So I tried to explain to my 3-year-old Ava what "the purpose" of something is. For example the purpose of a refrigerator is to keep things cold. The purpose of a car is to carry people around from place to place. The purpose of a fork is to pick up food. However things became very hazy (i.e. Daddy became stumped) when I tried to explain what the purpose of a person was. There are some easy ones. For example, apparently the purpose of a grandparent is to spoil a granddaughter and give her popsicles even when her father thinks she doesn't especially deserve one.
But if Ava had asked me "what is your purpose, Daddy?" I would have had a real problem. Because honestly I don't know what my purpose is. Is my purpose to raise my kid? To work my job? To love my wife? All the above? Or am I meant for some "higher" purpose, like inventing a new form of power, or building water purification devices for people in the Third World, or curing cancer? It's a scary notion to accept that I really don't know the answer to that. I wake up most days, go to work, come home, hang out with my family, and go to bed having not once wondered how the activities of that day fit into a larger scheme for my life. I'd end the day never having asked myself whether I had really made any progress on my life's purpose. Of course this realization is unacceptable. I should have a purpose!
So I picked up my Bible to see if God could help me find a purpose for my life. Of course, the answer had been right in front of me the entire time.
A teacher of the law came and heard them debating. Noticing that Jesus had given them a good answer, he asked him: "Of all the commandments, which is the most important?" Answered Jesus: "Hear, O Israel: the Lord our God, the Lord is one. Love the Lord your God with all your heart and all your soul and all your mind and all your strength. And Love your neighbor as yourself."
It turns out that my purpose is the same as yours, the same as everyone's: to love. Maybe at the end of the day I shouldn't be asking myself if that day was part of some grand cancer-curing process, or if that day had been spent working toward building an engineering empire. Instead, at the end of the day I should simply stop and ask myself "Did I love today?" And this is true for all of us. Our lives, careers, families, and personal goals are all highly varied, but this one purpose is universal among us all.

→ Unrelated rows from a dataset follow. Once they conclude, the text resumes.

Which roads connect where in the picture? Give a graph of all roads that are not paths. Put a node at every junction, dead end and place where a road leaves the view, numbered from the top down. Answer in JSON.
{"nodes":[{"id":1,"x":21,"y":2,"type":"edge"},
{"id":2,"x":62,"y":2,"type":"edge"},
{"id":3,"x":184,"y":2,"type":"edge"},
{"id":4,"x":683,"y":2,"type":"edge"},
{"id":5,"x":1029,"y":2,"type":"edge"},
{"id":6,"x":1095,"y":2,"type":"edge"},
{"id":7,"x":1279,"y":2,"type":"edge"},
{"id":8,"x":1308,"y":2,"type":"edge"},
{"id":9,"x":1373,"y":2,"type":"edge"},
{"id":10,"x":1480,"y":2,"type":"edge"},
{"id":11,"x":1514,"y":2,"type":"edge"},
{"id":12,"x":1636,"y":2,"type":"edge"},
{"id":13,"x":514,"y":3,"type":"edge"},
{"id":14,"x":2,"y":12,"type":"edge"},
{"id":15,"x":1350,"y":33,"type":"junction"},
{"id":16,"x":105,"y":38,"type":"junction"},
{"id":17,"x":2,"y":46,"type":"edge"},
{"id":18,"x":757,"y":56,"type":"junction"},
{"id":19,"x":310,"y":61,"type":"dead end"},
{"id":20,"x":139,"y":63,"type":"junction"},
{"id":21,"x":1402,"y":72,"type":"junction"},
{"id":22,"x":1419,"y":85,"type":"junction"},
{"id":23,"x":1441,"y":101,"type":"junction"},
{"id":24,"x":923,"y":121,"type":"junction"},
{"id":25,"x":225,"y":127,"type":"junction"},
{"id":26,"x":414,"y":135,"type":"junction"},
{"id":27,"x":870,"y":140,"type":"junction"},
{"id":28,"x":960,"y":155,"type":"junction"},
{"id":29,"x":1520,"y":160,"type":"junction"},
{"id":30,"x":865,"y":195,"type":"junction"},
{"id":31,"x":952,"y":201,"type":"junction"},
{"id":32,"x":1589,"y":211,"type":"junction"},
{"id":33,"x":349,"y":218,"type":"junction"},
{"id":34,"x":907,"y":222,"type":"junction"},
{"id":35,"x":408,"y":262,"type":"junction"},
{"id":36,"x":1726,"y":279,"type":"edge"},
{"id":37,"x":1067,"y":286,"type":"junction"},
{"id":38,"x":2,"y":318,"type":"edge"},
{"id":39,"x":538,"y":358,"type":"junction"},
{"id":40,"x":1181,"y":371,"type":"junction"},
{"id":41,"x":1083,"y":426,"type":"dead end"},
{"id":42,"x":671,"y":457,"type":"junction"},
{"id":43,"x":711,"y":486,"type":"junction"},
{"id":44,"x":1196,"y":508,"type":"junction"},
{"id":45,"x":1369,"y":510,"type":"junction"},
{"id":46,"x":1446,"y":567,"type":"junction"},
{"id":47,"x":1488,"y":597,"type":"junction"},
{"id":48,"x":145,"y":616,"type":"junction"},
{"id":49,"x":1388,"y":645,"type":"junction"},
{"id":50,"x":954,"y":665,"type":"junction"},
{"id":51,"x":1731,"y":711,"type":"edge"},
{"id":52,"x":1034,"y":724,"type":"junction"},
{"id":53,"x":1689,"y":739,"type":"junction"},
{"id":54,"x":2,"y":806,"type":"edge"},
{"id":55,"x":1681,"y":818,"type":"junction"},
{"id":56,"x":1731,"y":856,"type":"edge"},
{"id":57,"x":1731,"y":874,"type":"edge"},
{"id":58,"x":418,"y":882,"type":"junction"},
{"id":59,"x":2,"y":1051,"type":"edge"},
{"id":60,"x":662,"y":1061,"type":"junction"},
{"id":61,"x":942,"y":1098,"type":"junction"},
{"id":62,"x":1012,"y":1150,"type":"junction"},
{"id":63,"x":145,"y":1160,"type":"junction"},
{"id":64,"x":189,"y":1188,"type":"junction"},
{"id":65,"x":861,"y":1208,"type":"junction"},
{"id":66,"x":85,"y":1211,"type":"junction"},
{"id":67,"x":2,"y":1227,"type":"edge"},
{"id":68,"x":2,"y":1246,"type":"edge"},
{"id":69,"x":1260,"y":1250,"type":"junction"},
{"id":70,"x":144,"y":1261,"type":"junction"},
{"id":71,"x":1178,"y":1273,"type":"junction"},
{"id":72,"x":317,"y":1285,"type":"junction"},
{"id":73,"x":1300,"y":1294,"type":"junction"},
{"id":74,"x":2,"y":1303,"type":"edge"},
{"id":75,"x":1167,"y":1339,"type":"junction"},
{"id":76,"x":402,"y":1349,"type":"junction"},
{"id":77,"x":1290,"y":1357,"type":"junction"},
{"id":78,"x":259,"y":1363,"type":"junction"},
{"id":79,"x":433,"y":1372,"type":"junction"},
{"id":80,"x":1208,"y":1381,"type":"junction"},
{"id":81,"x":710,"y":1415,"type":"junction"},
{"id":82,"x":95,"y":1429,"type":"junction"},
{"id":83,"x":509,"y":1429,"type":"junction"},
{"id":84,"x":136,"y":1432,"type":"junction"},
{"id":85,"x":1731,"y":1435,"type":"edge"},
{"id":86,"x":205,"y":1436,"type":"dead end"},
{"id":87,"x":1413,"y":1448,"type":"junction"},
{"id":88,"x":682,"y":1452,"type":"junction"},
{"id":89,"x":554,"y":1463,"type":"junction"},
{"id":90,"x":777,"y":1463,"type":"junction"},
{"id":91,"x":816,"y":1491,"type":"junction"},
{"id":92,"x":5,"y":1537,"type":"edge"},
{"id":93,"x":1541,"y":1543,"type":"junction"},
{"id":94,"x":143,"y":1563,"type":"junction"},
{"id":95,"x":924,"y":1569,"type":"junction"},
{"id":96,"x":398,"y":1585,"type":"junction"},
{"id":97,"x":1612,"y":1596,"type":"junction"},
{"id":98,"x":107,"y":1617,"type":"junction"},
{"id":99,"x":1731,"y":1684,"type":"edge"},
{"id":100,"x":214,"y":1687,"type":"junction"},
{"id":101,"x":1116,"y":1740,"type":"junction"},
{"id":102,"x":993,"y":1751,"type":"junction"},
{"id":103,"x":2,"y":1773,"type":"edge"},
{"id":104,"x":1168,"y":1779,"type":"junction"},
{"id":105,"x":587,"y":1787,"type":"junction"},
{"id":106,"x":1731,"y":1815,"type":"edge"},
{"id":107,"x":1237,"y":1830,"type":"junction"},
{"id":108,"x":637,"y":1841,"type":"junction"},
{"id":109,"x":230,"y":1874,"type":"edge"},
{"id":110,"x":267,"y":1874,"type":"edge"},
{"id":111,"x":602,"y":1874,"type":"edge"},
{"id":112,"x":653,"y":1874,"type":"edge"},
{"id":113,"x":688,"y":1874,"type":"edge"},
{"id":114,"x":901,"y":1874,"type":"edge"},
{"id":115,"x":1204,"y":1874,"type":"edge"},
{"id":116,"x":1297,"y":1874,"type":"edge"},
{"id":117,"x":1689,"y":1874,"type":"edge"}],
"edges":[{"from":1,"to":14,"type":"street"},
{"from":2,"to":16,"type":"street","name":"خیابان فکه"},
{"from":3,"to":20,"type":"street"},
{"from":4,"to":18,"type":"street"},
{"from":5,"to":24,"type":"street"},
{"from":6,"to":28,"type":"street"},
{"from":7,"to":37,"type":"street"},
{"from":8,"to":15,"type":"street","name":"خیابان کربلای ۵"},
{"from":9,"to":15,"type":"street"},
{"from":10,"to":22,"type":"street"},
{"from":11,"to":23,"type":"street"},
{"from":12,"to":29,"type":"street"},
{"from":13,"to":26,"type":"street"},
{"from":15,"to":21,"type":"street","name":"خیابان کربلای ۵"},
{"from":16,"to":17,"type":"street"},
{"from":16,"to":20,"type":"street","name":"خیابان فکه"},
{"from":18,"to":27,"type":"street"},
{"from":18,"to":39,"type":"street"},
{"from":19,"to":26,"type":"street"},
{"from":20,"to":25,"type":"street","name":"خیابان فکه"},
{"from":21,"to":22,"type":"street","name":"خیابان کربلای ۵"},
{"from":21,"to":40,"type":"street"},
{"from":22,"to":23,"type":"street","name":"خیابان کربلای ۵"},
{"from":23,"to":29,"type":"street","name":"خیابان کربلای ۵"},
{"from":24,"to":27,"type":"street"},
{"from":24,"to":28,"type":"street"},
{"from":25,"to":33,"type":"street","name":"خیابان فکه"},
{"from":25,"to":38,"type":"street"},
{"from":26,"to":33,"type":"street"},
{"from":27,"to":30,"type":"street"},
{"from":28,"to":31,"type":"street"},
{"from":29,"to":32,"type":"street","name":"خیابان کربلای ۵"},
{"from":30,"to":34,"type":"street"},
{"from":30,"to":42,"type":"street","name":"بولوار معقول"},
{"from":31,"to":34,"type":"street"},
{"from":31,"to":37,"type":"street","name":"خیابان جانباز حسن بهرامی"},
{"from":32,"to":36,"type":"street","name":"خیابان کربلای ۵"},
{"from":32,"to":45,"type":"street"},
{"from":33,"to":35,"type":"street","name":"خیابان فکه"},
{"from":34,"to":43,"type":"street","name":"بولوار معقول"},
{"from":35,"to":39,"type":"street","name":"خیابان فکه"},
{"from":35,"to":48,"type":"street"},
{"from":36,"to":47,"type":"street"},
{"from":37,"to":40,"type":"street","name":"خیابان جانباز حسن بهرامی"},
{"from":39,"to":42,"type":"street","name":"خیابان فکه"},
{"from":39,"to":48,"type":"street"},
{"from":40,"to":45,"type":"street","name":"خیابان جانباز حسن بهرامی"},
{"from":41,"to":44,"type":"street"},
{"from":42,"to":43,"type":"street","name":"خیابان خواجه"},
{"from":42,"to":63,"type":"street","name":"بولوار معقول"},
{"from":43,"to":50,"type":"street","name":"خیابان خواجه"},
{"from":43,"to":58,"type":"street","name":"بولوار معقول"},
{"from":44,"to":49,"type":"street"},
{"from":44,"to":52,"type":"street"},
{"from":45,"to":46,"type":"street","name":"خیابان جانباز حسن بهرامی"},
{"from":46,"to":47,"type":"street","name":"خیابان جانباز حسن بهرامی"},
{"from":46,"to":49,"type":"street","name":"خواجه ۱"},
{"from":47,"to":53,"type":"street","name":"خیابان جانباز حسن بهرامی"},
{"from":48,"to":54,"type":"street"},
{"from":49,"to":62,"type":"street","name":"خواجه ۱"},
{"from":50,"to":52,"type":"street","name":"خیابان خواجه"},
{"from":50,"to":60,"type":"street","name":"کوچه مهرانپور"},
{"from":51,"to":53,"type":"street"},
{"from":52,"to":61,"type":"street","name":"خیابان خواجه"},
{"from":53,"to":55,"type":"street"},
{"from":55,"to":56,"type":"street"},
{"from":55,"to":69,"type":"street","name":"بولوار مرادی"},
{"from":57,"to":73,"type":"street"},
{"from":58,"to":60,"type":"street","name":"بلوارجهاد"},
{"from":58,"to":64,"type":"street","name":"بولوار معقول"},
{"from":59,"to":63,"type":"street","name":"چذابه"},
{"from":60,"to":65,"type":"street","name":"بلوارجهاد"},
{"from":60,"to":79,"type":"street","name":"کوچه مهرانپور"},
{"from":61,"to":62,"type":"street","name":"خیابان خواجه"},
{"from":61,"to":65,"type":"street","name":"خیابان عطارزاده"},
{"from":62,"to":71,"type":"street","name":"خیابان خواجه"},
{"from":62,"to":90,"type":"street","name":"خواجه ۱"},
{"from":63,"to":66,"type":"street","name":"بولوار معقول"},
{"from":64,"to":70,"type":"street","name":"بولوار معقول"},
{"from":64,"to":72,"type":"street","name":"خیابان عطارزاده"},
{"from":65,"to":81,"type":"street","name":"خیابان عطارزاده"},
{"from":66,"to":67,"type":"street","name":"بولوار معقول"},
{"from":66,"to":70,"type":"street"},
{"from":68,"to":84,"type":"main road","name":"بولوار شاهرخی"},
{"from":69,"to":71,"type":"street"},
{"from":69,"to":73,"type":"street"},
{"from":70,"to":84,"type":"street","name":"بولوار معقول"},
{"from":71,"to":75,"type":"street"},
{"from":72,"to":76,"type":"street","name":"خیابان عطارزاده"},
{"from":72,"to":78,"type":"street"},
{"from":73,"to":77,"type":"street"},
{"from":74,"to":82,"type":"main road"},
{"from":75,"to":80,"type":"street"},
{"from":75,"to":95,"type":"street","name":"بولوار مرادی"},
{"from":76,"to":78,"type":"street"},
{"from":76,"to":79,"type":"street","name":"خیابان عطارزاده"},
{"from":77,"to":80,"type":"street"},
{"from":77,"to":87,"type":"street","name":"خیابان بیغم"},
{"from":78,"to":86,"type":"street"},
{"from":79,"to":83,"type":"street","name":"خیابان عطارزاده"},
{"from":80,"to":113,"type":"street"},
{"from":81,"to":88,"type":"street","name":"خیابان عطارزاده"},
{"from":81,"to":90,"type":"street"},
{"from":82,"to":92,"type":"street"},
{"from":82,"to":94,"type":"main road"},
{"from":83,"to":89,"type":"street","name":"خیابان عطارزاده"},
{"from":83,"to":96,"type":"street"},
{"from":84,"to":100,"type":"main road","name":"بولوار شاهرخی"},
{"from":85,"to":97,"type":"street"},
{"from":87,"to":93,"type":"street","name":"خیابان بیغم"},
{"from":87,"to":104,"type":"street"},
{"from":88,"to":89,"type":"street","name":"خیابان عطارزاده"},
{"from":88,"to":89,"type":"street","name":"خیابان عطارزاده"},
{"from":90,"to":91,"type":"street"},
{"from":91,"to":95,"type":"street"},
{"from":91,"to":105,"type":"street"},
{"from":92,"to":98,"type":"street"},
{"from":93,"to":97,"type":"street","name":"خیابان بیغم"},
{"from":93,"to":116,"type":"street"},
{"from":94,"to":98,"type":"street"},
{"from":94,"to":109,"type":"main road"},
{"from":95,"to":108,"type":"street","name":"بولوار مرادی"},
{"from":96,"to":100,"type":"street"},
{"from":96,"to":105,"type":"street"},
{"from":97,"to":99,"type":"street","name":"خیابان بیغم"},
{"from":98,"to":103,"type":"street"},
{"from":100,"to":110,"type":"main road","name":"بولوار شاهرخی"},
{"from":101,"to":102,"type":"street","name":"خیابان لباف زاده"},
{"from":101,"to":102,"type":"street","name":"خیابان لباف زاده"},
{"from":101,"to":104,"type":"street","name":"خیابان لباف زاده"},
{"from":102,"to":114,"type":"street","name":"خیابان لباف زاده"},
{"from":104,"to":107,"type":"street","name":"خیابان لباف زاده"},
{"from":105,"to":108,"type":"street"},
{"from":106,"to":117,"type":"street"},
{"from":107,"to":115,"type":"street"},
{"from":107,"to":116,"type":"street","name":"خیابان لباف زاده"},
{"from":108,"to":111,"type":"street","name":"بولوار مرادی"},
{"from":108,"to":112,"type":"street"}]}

Helen Keller once wrote that happiness comes from "fidelity to a worthy purpose." What worthier purpose is there from which to derive happiness than a consistent and overt attempt to love each and every person we meet? It certainly isn't easy. But a worthy life's purpose shouldn't be easily accomplished. A life's purpose should be something challenging, radical, and noble. But most importantly, having "to love" as a purpose allows us to measure our progress each and every day. Maybe some days we won't make progress, we'll regress. For example when I was cut off on the highway this morning and then almost rear-ended someone...I definitely did not love. But I've got the rest of the day to work on it. And the rest of my life too.
By the way, I did a better job at loving on the drive to work this morning. So, there's progress.